__DATA__:

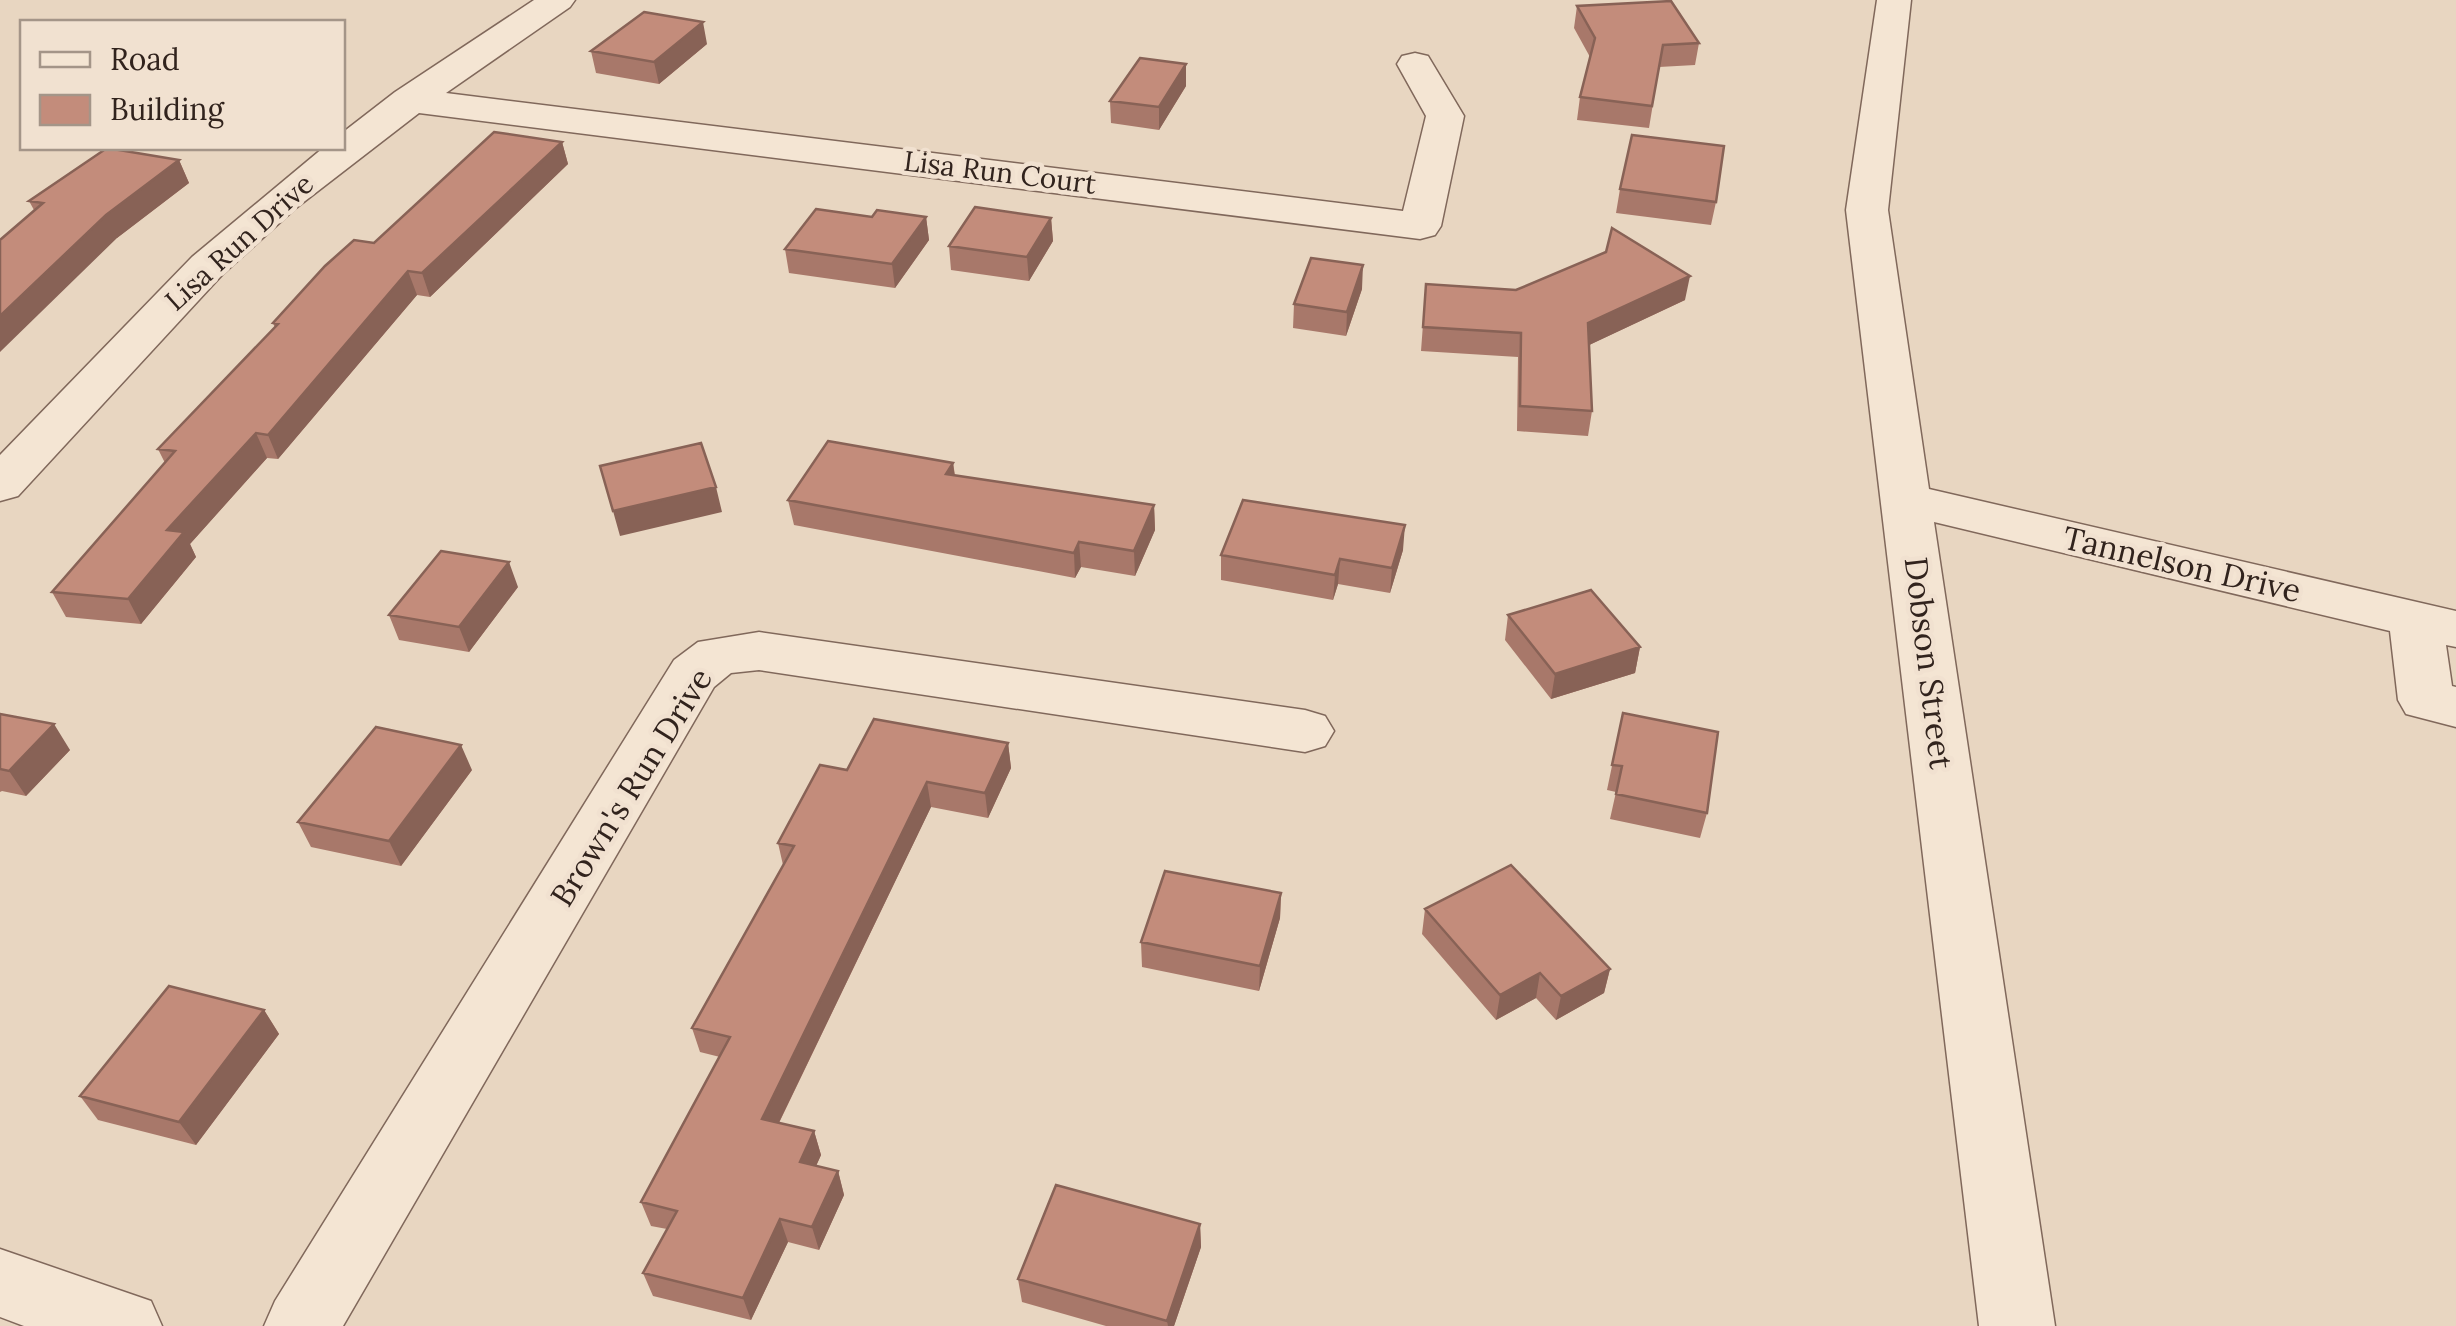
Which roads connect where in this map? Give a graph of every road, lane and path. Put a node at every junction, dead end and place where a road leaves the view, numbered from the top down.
1 (558, 0) edge
2 (1894, 0) edge
3 (1415, 64) dead end
4 (408, 100) junction
5 (345, 149) edge
6 (344, 150) edge
7 (0, 485) edge
8 (1908, 500) junction
9 (2436, 624) edge
10 (2456, 707) edge
11 (1304, 732) dead end
12 (0, 1283) edge
13 (124, 1326) edge
14 (302, 1326) edge
15 (2017, 1326) edge

1 - 4 street, Lisa Run Drive
2 - 8 street, Dobson Street
3 - 4 street, Lisa Run Court
4 - 5 street, Lisa Run Drive
6 - 7 street, Lisa Run Drive
8 - 9 street, Tannelson Drive
8 - 15 street, Dobson Street
9 - 10 street
11 - 14 street, Brown's Run Drive
12 - 13 street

__PROBLEM__:
Without including the pictures, reproduce all entries exactly.

__THE ANSWER__:
Which roads connect where in this map? Give a graph of every road, lane and path. Put a node at every junction, dead end and place where a road leaves the view, numbered from the top down.
1 (558, 0) edge
2 (1894, 0) edge
3 (1415, 64) dead end
4 (408, 100) junction
5 (345, 149) edge
6 (344, 150) edge
7 (0, 485) edge
8 (1908, 500) junction
9 (2436, 624) edge
10 (2456, 707) edge
11 (1304, 732) dead end
12 (0, 1283) edge
13 (124, 1326) edge
14 (302, 1326) edge
15 (2017, 1326) edge

1 - 4 street, Lisa Run Drive
2 - 8 street, Dobson Street
3 - 4 street, Lisa Run Court
4 - 5 street, Lisa Run Drive
6 - 7 street, Lisa Run Drive
8 - 9 street, Tannelson Drive
8 - 15 street, Dobson Street
9 - 10 street
11 - 14 street, Brown's Run Drive
12 - 13 street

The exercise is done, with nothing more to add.